Le professeur se retroussa les manches. Le mobilier paraissait danser la sarabande, tandis que des angelots aux ailes duveteuses s’évertuaient à tournoyer autour de sa tête. Il les chassa d’un revers de main et attrapa une série de fioles. Il avait un laboratoire à disposition ainsi qu’un mystère crucial à éclaircir : comment donner à cette merveilleuse boisson une saveur de mûre ? La soirée s’annonçait bien.

— Mon oncle, je suis rentré ! Je viens vous souhaiter une bonne nuit !

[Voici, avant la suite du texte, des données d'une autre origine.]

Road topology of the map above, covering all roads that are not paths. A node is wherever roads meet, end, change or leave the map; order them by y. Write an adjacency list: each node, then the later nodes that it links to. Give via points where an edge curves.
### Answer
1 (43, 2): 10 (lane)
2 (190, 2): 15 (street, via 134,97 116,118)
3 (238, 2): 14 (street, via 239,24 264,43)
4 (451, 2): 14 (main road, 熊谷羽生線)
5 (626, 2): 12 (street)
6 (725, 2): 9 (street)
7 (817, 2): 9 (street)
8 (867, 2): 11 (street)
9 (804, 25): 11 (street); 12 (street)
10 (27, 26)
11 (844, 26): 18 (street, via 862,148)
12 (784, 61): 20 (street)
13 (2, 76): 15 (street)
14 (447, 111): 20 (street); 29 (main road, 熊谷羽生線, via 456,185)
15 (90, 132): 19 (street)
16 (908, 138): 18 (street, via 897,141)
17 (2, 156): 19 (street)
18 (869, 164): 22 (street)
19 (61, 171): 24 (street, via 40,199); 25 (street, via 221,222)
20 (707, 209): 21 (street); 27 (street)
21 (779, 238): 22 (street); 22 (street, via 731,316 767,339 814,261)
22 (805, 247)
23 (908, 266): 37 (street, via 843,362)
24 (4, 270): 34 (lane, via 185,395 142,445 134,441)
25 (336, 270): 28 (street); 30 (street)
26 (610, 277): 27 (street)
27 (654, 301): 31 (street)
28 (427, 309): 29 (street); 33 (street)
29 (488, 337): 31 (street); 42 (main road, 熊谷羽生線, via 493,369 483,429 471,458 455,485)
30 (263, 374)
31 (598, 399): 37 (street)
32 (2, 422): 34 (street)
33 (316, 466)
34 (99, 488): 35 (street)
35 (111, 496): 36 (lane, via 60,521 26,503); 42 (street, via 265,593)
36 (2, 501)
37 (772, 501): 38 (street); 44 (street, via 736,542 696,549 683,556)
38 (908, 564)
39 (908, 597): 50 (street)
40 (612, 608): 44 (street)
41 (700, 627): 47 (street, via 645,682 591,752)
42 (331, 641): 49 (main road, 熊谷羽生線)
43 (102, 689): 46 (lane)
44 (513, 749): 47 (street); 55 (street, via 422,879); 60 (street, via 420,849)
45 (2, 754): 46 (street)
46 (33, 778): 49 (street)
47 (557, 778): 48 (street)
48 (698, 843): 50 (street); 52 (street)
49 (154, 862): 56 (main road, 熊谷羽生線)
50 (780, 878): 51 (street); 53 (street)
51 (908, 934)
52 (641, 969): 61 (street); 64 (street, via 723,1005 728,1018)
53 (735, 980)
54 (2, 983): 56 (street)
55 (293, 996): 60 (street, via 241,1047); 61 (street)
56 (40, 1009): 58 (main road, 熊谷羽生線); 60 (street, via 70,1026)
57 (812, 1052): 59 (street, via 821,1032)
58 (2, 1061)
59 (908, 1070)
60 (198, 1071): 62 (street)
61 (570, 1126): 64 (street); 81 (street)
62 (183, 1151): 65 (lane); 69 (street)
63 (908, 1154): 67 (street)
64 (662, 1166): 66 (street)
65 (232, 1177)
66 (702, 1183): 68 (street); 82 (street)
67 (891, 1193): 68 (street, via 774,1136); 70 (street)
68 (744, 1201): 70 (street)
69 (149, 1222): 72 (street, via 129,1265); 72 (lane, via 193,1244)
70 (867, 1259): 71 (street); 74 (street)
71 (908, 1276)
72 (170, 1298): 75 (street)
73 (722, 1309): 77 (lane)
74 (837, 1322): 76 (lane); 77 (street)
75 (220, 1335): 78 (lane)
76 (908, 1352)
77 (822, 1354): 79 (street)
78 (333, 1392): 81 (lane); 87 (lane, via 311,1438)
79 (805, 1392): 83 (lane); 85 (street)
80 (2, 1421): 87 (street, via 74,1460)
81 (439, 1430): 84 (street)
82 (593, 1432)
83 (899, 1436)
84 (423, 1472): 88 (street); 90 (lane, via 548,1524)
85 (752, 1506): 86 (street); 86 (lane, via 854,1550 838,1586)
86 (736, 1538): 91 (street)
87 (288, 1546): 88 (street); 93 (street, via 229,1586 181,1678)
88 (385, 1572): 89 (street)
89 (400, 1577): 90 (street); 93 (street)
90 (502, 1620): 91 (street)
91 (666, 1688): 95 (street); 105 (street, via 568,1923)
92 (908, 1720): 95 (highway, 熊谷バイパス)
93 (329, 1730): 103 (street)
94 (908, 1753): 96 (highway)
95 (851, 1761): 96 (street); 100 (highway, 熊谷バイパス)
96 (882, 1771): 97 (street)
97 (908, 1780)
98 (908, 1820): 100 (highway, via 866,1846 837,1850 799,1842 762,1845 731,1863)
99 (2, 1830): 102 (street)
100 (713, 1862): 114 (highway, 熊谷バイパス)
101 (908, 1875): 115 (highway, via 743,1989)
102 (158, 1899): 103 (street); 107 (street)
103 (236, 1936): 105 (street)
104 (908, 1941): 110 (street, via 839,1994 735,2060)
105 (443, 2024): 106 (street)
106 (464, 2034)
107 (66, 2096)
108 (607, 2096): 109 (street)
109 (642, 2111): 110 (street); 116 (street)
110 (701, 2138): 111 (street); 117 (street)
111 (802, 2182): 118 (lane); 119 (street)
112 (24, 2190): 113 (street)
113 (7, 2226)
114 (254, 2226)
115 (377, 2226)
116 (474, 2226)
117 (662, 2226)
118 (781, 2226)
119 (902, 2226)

L’appel d’Honoré résonna dans la salle à manger du Randolph. Toutes les lumières semblaient éteintes et le dirigeable était plongé dans un silence total. Étrange, d’ordinaire, quelques lampes au gaz restaient allumées – Léandre ne supportait pas l’obscurité complète – et Maximilien ronflait comme un sonneur.

— Mon oncle ? répéta le capitaine.

Il traversa la pièce à tâtons, pestant lorsqu’il buta dans une chaise renversée. Son esprit était embrumé par les trop nombreuses coupes de champagne et par les yeux enchanteurs de Louison. Ou Margot, il ne se souvenait plus exactement du prénom.

Un bruit sourd le ramena brutalement à la réalité. Le jeune homme empoigna sa canne et se prépara à combattre si besoin. Le corridor s’éclaira soudain alors qu’une porte s’ouvrait. Maximilien et Léandre sortirent en courant de la cabine de ce dernier, nus, mis à part leur haut de forme et une chemise résolument trop courte.

— Je suis le chapelier fou ! s’exclama Maximilien.

— Et moi, le roi des Amorphes ! répliqua Léandre.

Sous l’œil médusé d’Honoré, ils gambadèrent dans le couloir avant de disparaître dans la bibliothèque. Le jeune homme soupira. Bon, Ripley n’était pas là, il allait devoir gérer la situation seul et trouver ce qu’ils avaient bien pu inventer pour se mettre dans cet état.

— Mon cher neveu ! brailla Maximilien, Faut que tu viennes goûter ce qu’on a réussi à faire avec de la Canne Bleue !

Voilà qui résolvait la question du « qu’ont-ils bien pu inventer ? », et qui répondait à l’interrogation suivante « Maximilien Rocheclaire a-t-il des limites en matière d’inventions scabreuses ? ». Avec un nouveau soupir, Honoré se leva. La soirée s’annonçait longue.